The present invention was supported in part by a US Government Contract, No. DE-FC26-02NT41246. The United States Government may have rights in the present invention.

TECHNICAL FIELD

The present invention relates to solid oxide fuel cells (SOFCs); more particularly, to composition and structure of the electrode elements of SOFCs; and most particularly, to an improved electrode structure and formulation that decreases resistance and increases power density, thereby improving performance.

BACKGROUND OF THE INVENTION

Prior art planar SOFCs use a thin electrolyte, typically zirconia doped with yttria (YSZ), which is supported on an Ni-YSZ cermet acting as an anode. This composite is known as a “bilayer” over which a cathode electrode is deposited consisting of an ionic conducting layer and a porous catalyst, typically a mixed ionic and electronic conductor (MIEC). The cathode MIEC material is predominantly an electronic conductor with some ionic conductivity.

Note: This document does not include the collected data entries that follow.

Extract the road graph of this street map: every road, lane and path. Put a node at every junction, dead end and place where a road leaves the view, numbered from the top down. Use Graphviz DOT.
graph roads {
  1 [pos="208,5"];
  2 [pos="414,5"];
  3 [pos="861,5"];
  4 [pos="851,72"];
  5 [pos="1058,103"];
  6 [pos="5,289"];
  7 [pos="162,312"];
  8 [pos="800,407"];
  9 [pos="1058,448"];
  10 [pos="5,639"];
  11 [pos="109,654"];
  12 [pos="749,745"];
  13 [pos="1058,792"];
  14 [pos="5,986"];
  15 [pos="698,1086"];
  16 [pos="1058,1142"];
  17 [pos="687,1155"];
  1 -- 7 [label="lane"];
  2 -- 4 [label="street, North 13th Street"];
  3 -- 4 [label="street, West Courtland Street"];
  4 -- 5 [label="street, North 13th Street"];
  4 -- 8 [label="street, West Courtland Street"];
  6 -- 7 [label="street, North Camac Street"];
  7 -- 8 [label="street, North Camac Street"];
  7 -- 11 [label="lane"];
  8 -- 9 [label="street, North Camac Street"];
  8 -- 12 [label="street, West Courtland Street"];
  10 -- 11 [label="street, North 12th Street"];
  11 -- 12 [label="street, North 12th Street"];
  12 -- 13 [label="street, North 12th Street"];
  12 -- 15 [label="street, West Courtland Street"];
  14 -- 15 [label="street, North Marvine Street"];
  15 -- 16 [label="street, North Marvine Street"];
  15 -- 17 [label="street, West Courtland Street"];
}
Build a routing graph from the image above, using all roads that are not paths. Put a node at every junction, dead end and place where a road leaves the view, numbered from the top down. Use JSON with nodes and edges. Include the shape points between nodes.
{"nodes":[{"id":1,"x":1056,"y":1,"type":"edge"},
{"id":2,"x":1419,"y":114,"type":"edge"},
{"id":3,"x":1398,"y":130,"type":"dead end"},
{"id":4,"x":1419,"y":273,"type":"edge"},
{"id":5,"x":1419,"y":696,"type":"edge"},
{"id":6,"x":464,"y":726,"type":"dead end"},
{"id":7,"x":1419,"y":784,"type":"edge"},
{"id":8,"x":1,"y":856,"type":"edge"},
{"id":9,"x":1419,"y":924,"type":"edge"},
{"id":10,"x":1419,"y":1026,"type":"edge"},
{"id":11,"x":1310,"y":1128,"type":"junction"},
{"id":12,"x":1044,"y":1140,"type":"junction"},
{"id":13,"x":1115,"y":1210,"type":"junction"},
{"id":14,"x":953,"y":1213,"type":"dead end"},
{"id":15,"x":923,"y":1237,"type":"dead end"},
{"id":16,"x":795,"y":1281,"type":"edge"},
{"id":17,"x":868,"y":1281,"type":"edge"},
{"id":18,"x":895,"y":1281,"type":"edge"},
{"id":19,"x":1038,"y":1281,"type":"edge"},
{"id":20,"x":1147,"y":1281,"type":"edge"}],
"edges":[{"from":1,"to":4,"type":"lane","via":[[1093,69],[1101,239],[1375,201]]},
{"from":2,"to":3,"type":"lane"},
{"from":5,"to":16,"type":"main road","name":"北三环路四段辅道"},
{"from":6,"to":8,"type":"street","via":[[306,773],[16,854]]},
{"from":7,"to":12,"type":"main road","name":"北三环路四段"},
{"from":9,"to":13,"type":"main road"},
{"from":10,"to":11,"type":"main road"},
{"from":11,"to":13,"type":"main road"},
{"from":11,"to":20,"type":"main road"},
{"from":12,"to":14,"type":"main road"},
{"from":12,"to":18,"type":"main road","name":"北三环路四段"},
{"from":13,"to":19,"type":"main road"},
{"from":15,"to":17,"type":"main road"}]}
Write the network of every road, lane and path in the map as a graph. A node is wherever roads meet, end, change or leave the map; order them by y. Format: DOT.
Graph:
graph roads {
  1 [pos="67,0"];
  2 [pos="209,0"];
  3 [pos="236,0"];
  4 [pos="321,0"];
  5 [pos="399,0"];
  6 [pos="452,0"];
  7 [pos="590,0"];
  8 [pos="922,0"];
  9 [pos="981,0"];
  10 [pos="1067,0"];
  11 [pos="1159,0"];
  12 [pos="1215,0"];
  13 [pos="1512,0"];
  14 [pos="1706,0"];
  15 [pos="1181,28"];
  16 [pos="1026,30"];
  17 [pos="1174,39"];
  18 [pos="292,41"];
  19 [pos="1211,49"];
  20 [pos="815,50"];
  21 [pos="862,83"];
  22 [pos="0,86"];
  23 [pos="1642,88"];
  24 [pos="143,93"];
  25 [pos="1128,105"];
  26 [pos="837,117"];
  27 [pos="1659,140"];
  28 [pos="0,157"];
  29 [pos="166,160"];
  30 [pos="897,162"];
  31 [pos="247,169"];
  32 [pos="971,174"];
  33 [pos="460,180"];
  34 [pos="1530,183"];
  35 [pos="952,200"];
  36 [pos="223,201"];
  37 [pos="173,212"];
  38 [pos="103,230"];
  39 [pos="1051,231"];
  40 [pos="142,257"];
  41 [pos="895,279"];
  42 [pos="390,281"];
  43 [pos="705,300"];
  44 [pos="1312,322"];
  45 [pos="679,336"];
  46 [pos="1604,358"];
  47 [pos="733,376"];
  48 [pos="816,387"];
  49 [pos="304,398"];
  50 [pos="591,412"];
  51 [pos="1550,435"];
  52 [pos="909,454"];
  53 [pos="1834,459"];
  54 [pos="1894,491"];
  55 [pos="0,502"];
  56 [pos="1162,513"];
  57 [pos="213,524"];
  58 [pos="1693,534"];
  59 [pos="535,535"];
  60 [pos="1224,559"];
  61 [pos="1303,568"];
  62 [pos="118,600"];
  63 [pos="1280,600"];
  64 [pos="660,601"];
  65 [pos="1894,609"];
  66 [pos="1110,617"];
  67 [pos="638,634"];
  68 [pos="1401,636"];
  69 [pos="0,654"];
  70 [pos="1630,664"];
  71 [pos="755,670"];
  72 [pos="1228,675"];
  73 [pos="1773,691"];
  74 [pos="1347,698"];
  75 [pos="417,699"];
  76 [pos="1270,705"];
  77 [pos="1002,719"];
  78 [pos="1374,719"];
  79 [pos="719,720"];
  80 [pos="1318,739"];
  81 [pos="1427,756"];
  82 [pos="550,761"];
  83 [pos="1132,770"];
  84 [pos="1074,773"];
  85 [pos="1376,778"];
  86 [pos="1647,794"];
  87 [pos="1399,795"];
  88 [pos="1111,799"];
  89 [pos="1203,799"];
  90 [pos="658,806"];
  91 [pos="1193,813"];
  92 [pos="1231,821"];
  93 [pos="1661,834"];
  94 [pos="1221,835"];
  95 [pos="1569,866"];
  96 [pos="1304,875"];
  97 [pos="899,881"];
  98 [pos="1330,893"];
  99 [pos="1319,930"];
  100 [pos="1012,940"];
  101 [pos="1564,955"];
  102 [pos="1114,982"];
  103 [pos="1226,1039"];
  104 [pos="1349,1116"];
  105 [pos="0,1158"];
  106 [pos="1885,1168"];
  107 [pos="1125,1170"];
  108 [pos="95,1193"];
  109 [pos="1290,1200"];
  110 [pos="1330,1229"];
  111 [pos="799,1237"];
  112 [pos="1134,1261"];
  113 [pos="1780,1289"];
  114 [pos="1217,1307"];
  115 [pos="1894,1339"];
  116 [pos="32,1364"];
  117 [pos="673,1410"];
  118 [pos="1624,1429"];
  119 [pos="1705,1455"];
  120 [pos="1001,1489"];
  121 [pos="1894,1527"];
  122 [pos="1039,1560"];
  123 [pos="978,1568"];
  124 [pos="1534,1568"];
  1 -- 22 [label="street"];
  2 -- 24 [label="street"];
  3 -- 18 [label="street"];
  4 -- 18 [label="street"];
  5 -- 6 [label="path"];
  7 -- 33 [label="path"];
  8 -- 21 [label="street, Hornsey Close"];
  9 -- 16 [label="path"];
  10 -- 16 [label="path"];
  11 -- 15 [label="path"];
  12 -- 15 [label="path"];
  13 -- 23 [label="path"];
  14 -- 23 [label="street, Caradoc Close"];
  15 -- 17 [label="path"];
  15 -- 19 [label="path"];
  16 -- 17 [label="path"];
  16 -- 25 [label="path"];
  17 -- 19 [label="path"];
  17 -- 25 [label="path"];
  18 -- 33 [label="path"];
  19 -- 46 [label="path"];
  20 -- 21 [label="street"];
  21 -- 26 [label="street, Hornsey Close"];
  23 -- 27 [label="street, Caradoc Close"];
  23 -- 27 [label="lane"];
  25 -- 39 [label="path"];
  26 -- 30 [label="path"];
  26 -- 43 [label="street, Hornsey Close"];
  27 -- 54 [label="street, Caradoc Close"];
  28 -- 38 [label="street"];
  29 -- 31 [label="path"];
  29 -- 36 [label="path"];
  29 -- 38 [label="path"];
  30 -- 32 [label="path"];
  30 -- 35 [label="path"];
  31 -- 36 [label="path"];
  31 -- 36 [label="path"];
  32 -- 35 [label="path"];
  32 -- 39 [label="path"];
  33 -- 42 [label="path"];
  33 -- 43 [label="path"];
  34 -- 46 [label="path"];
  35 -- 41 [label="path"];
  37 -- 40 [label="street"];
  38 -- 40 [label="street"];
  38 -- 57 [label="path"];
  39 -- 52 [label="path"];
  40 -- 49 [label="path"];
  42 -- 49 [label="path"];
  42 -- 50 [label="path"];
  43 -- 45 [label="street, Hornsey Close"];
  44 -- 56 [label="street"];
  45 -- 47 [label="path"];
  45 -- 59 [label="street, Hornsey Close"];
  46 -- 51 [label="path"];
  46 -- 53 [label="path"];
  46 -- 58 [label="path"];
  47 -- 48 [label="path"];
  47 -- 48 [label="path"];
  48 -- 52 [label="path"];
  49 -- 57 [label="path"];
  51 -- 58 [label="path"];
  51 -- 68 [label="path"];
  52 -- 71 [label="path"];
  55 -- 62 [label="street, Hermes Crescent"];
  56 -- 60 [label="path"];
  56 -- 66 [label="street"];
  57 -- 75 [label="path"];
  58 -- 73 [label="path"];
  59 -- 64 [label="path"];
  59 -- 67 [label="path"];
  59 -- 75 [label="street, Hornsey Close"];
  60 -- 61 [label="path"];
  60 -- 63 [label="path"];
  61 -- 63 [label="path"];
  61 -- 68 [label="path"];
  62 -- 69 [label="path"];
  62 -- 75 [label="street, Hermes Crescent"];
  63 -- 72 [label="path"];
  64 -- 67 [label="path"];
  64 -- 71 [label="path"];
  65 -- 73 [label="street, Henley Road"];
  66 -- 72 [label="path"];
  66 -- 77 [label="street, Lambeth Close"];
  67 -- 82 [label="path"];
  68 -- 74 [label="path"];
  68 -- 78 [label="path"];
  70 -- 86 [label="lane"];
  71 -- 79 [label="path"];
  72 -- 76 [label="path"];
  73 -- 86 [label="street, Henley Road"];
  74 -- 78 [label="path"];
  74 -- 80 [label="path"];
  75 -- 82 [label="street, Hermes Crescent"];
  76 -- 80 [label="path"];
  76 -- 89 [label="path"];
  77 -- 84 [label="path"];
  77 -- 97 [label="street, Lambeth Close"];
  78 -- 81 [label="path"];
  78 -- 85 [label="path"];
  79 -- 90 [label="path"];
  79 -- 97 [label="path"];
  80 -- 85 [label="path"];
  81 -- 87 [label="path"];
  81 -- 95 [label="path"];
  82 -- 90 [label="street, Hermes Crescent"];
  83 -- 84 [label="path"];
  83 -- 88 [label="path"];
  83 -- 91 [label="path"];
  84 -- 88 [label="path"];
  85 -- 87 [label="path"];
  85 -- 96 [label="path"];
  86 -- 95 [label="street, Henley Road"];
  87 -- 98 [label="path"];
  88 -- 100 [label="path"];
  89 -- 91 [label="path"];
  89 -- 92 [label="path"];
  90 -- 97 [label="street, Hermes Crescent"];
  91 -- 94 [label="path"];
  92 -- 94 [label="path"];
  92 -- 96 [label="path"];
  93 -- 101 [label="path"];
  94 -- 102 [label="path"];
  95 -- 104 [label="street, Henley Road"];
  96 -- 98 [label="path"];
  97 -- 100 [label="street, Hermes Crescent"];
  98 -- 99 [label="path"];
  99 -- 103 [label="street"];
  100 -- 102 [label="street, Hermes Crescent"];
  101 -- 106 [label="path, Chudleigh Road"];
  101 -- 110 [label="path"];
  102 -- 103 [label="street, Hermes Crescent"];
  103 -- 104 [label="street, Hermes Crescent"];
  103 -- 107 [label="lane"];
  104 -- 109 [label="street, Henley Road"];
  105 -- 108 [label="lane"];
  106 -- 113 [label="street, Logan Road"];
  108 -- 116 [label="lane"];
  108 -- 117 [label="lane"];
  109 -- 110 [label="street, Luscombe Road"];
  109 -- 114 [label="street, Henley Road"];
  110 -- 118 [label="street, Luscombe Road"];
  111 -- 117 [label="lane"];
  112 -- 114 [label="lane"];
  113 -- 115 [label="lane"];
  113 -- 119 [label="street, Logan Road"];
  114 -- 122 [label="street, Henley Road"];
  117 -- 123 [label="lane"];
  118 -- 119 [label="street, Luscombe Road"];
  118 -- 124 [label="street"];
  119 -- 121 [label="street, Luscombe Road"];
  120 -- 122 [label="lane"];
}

At the cathode, oxygen is reduced and the ionic species pass through the electrolyte membrane to the anode where a fuel, typically hydrogen, is oxidized to produce electric power. Resistance of the cathode, both ohmic and polarization, plays a major role in overall cell resistance and therefore can greatly affect electrochemical performance, thereby impacting power. FIGS. 1A-1C shows three examples 10a,10b,10c of prior art cathode electrodes on a Ni-YSZ anode-supported yttria-stabilized-zirconia (YSZ) electrolyte 12. These structures comprise MIEC 14, a mixed layer of MIEC plus an ionic conductor 16, ionic conductor alone 18, and YSZ electrolyte 20. If lanthanum-strontium-cobalt-iron (LSCF) is used as a cathode material, the scheme shown in FIG. 1A is desirable because the power output from the scheme shown in FIG. 1B degrades rapidly at ˜800° C. (the cell operating temperature). This is due to the formation of SrZrO3, as LSCF reacts with YSZ at these temperatures. This configuration for a cathode electrode, however, is more suitable for lanthanum-strontium-manganite (LSM) or lanthanum-nickel-iron (LNF) cathode materials.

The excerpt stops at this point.